Le même jour, le comité consultatif national d’éthique (CCNE) pour les sciences de la vie et de la santé a rendu public son avis no 111 sur les problèmes éthiques posés par l’utilisation des cadavres à des fins de conservation ou d’exposition muséale. Pour ce comité : « Le consentement d’une personne à donner son corps à la science après son décès (pour des raisons anatomiques et pédagogiques) ne saurait être confondu avec un cautionnement de sa mise en scène post-mortem à des fins commerciales.
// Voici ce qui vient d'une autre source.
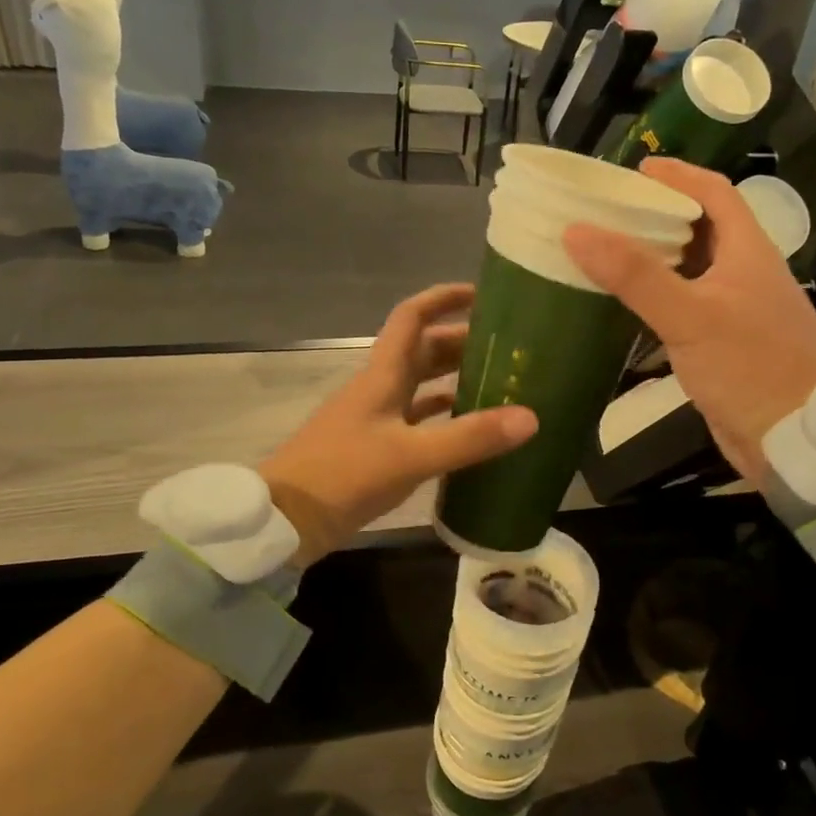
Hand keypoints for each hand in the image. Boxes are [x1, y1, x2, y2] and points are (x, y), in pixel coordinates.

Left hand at [260, 284, 537, 563]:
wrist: (285, 521)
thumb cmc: (344, 474)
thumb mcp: (411, 455)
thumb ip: (469, 437)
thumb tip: (530, 417)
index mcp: (382, 376)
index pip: (412, 318)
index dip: (443, 299)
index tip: (481, 294)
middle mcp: (378, 389)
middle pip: (422, 351)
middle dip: (461, 342)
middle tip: (506, 348)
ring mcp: (374, 420)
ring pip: (420, 386)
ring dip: (454, 379)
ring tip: (498, 384)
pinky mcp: (373, 449)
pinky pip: (416, 422)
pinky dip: (442, 418)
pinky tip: (468, 430)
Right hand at [563, 157, 815, 490]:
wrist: (796, 439)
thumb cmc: (750, 368)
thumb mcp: (689, 316)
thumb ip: (635, 275)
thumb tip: (577, 231)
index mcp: (749, 252)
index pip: (716, 194)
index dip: (679, 176)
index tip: (636, 170)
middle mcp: (747, 274)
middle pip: (703, 229)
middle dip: (660, 216)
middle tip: (611, 214)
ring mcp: (740, 312)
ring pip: (695, 270)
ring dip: (658, 259)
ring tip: (610, 253)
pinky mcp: (728, 345)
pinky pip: (689, 307)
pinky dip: (660, 298)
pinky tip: (630, 307)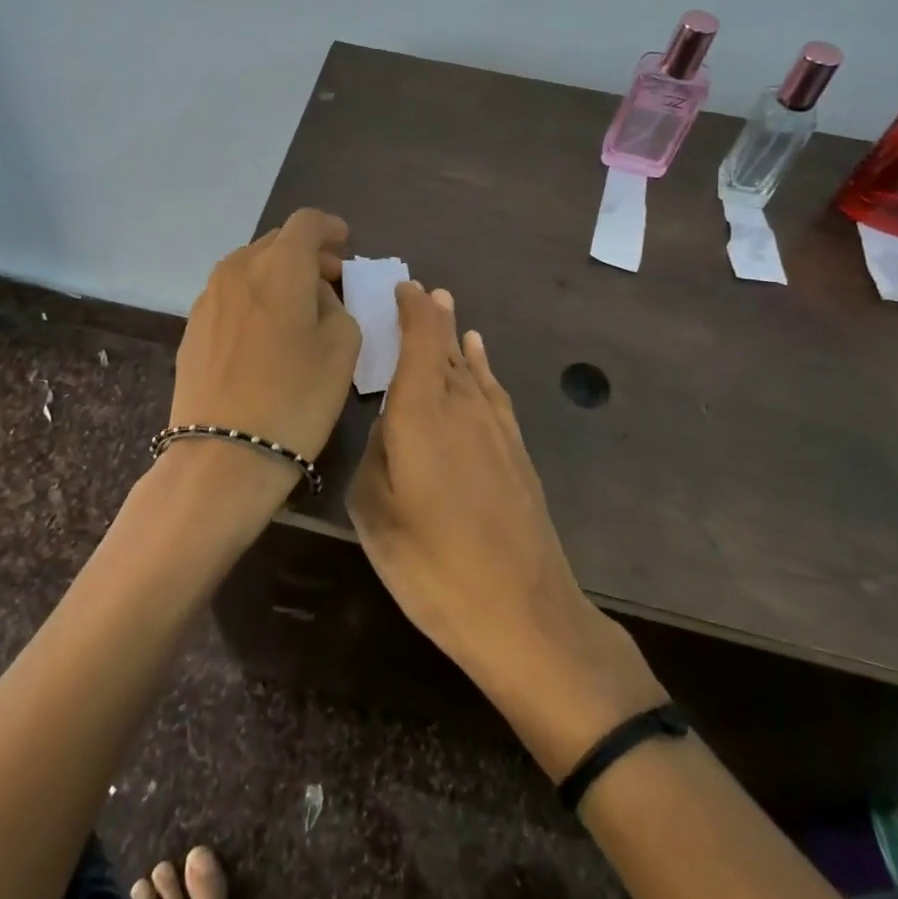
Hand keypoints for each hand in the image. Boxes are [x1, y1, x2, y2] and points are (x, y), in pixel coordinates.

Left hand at [169, 208, 361, 498]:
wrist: (223, 454)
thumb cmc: (296, 396)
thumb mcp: (342, 346)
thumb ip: (335, 305)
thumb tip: (314, 294)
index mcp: (279, 265)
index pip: (307, 222)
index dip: (330, 227)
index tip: (346, 244)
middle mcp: (238, 268)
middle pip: (276, 241)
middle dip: (307, 253)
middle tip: (330, 281)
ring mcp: (209, 296)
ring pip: (250, 267)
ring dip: (278, 275)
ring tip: (298, 307)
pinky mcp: (192, 326)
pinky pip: (231, 294)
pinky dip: (255, 297)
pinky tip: (266, 332)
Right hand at [348, 282, 663, 776]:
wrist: (522, 611)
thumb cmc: (432, 564)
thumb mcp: (375, 512)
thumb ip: (376, 454)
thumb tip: (388, 425)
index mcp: (421, 412)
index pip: (418, 339)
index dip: (410, 309)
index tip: (401, 287)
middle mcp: (461, 404)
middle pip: (445, 346)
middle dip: (432, 316)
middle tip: (420, 290)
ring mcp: (495, 426)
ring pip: (470, 365)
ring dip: (456, 336)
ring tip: (447, 309)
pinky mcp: (516, 450)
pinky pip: (493, 390)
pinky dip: (482, 366)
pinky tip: (478, 357)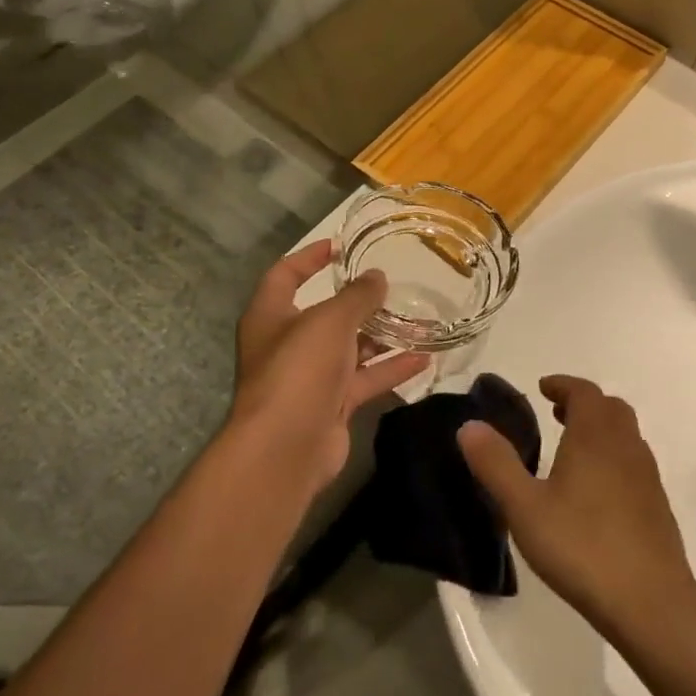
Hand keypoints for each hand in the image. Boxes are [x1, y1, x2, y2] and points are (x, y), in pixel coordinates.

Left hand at [229, 241, 426, 485]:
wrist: (286, 448)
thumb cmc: (299, 370)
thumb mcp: (331, 321)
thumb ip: (357, 296)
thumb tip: (377, 277)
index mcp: (270, 315)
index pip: (285, 274)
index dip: (309, 257)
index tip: (340, 246)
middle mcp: (287, 344)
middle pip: (324, 315)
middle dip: (358, 302)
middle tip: (392, 287)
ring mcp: (309, 378)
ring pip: (349, 349)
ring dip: (381, 336)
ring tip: (418, 321)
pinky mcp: (331, 405)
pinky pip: (364, 379)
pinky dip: (390, 369)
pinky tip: (424, 359)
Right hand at [457, 376, 695, 639]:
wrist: (650, 601)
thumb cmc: (581, 546)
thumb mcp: (525, 507)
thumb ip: (496, 464)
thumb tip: (469, 425)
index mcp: (595, 436)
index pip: (584, 392)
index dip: (563, 385)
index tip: (543, 387)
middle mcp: (626, 446)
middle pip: (610, 408)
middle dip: (582, 404)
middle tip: (555, 414)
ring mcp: (647, 476)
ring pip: (625, 435)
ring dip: (600, 429)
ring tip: (571, 449)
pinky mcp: (657, 505)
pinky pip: (633, 463)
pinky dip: (613, 457)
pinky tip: (595, 491)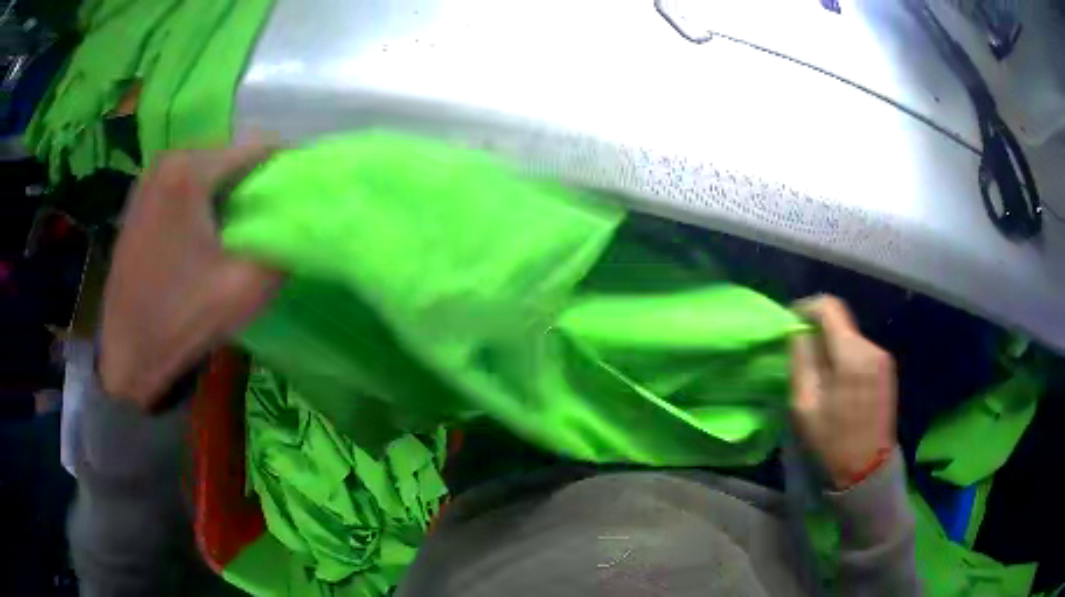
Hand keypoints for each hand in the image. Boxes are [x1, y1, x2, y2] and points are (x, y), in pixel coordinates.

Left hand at [99, 143, 282, 410]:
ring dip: (228, 194)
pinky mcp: (139, 200)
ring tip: (237, 232)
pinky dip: (202, 202)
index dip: (286, 171)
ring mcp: (148, 179)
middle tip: (267, 223)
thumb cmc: (182, 319)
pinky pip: (184, 186)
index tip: (297, 202)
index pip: (258, 148)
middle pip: (229, 157)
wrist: (127, 354)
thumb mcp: (245, 288)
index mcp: (190, 169)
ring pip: (207, 171)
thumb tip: (304, 223)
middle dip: (254, 184)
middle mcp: (167, 160)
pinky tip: (204, 237)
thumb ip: (284, 246)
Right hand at [790, 296, 896, 489]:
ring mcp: (882, 357)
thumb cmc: (831, 440)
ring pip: (849, 335)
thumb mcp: (804, 405)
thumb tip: (797, 330)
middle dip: (818, 330)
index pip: (829, 307)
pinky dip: (844, 356)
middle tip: (800, 354)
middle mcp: (871, 348)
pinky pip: (860, 350)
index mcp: (851, 355)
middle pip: (840, 321)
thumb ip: (800, 359)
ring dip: (831, 345)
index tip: (791, 324)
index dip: (806, 308)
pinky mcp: (886, 368)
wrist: (867, 469)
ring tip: (819, 373)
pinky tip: (837, 381)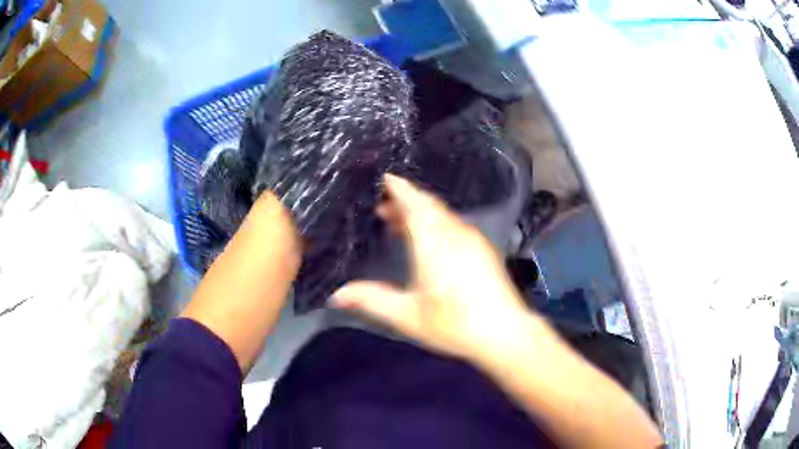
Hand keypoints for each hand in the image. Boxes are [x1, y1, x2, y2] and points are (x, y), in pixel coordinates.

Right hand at [331, 174, 530, 359]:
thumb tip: (336, 295)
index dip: (400, 189)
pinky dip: (437, 223)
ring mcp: (473, 240)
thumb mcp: (408, 315)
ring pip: (443, 215)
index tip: (386, 178)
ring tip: (401, 223)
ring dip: (421, 213)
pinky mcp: (484, 250)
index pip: (415, 204)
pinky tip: (430, 240)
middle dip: (406, 202)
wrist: (505, 332)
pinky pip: (455, 225)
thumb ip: (372, 300)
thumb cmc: (454, 323)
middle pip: (429, 206)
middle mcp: (455, 234)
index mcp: (434, 242)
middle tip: (383, 208)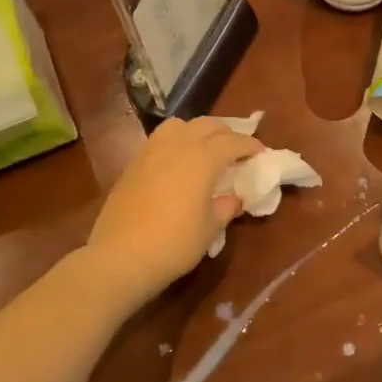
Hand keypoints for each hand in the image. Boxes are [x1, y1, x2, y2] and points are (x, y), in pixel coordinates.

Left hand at [87, 117, 264, 301]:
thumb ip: (226, 206)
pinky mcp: (133, 164)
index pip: (233, 141)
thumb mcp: (211, 228)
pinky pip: (160, 140)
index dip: (250, 145)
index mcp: (203, 158)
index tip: (261, 153)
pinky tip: (178, 162)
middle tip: (237, 149)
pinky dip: (177, 142)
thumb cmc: (175, 243)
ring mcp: (151, 151)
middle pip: (207, 125)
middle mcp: (178, 145)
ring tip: (205, 148)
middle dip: (226, 133)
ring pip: (180, 125)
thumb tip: (234, 197)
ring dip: (198, 131)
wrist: (120, 257)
Il n’y a pas d’éthique sans consentement mais le consentement ne suffit pas à donner à une action sa légitimité éthique. La dignité du défunt vaut d’être prise en considération.[…]
La mise en avant d’une visée soi-disant anatomique et pédagogique peut s’interpréter comme une tentative de minimisation de la dimension lucrative et médiatique de ce type d’exposition. Elle constitue une forme d’exploitation du corps des morts à visée commerciale qui contrevient à l’esprit de la loi française.
La régulation des pratiques en matière d’exposition du corps des morts doit intervenir autant dans le domaine des expositions publiques que privées. Si l’utilisation des corps au motif d’un prélèvement d’organes ou d’une autopsie est indispensable et répond à des attentes sociales fortes et légitimes, en revanche, à quelque degré que ce soit, l’exhibition du corps d’un mort relève d’une tradition révolue. »
Si cet avis est tranché pour ce qui est de la plastination, des têtes maories ou des ossements préhistoriques, il semble beaucoup plus évasif concernant les momies conservées au Louvre. Si le peuple égyptien demandait leur restitution pour pouvoir les replacer dans des sépultures, et non pour les exposer dans un musée, on voit mal les arguments que pourraient invoquer le musée ou les autorités de tutelle pour refuser à la lecture de l’avis du CCNE.

Une chose est sûre : les cadavres plastinés ne sont pas près de trouver le repos en France.